Durante su visita a El Salvador, la secretaria de Estado norteamericana, Condoleezza Rice, ha asegurado que EEUU no recompensará a aquellos que violan la ley y, por tanto, no habrá concesiones con los inmigrantes ilegales.
La Administración Bush no recompensará a los que violan la ley
Durante su gira latinoamericana, la secretaria de Estado norteamericana,
Condoleezza Rice, ha dejado una cosa bien clara: con los inmigrantes ilegales
EEUU no piensa tener concesiones. Así lo declaró Rice durante su encuentro en El
Salvador con el presidente Tony Saca: “Los que han violado la ley no pueden ser
recompensados por haberlo hecho y el presidente George W. Bush no está a favor
de la amnistía”, aseguró.
En este sentido, la “mano derecha” del
presidente Bush aseguró que EEUU está a favor de que las leyes de inmigración
sean “más humanitarias” y comprensivas con las “realidades económicas”. Pero al
mismo tiempo recordó que “la legislación estadounidense debe respetarse”. En
otras palabras, que la cosa va lenta: “Estamos trabajando con miembros de
nuestro congreso y nos interesa sobremanera lograr una reforma de la
inmigración”.
Como era inevitable, el polémico tema de los
“cazainmigrantes” estadounidenses armados en las fronteras salió a la luz.
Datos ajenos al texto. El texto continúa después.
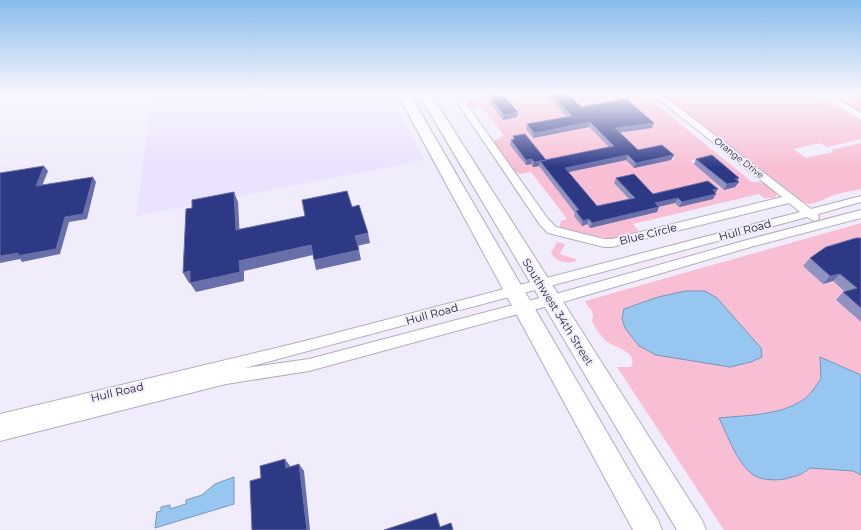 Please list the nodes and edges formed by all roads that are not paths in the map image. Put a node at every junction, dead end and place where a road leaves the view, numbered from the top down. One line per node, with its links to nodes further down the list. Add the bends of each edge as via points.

En
este punto, Condoleezza Rice se limitó a asegurar que “ha quedado muy claro en
la política estadounidense que creemos que los temas fronterizos deben estar
gestionados por las autoridades nacionales del gobierno y ese es el papel de la
patrulla fronteriza de nuestro país”. Además, Rice confirmó que las fronteras de
EEUU son “más seguras que en el pasado, pero la respuesta real a estas
preocupaciones será lograr una política migratoria que tenga sentido para las
diferentes realidades económicas”. Pero eso sí, “que cumpla con nuestra ley”.
El caso salvadoreño
Respecto al
tema concreto de El Salvador, Rice se refirió al Estatus de Protección Temporal
(TPS) que EEUU brindó a los salvadoreños tras los terremotos sufridos en 2001.
Aunque en enero de este año, el Gobierno norteamericano anunció una extensión de
18 meses más, Rice no quiso entrar en detalles y se limitó a declarar que el
examinarán el TPS “cuando llegue el momento”.
Y es que el tema de los
inmigrantes salvadoreños en Estados Unidos está pasando por una época muy
delicada. Se escuchan voces de protesta que acusan a la Administración Bush de
tratar a los emigrantes como “animales” por parte de algunos grupos civiles que
actúan en la frontera. Así lo señaló el arzobispo de San Salvador, Fernando
Sáenz Lacalle, para quien es extremadamente injusto que se esté tratando “como
animales a los semejantes que van allá porque no hay trabajo aquí, y allá sí que
tienen trabajo de sobra, los trabajos más humildes, que los están realizando los
emigrantes”. Sin embargo, matizó que “la caza de ilegales es una iniciativa de
los propios civiles, no del gobierno y que además el gobierno mismo la
desaprueba”.
También el presidente salvadoreño, Elías Antonio Saca, ha
manifestado su preocupación por la existencia de grupos civiles estadounidenses
armados, como los voluntarios del proyecto “Minuteman”, que denuncian y
persiguen a los indocumentados en la frontera con México. Esos indocumentados no
siempre son mexicanos, ya que cada año cientos de centroamericanos atraviesan
México para poder llegar a territorio estadounidense, lo que también los
convierte en víctimas de los grupos de “cazainmigrantes”.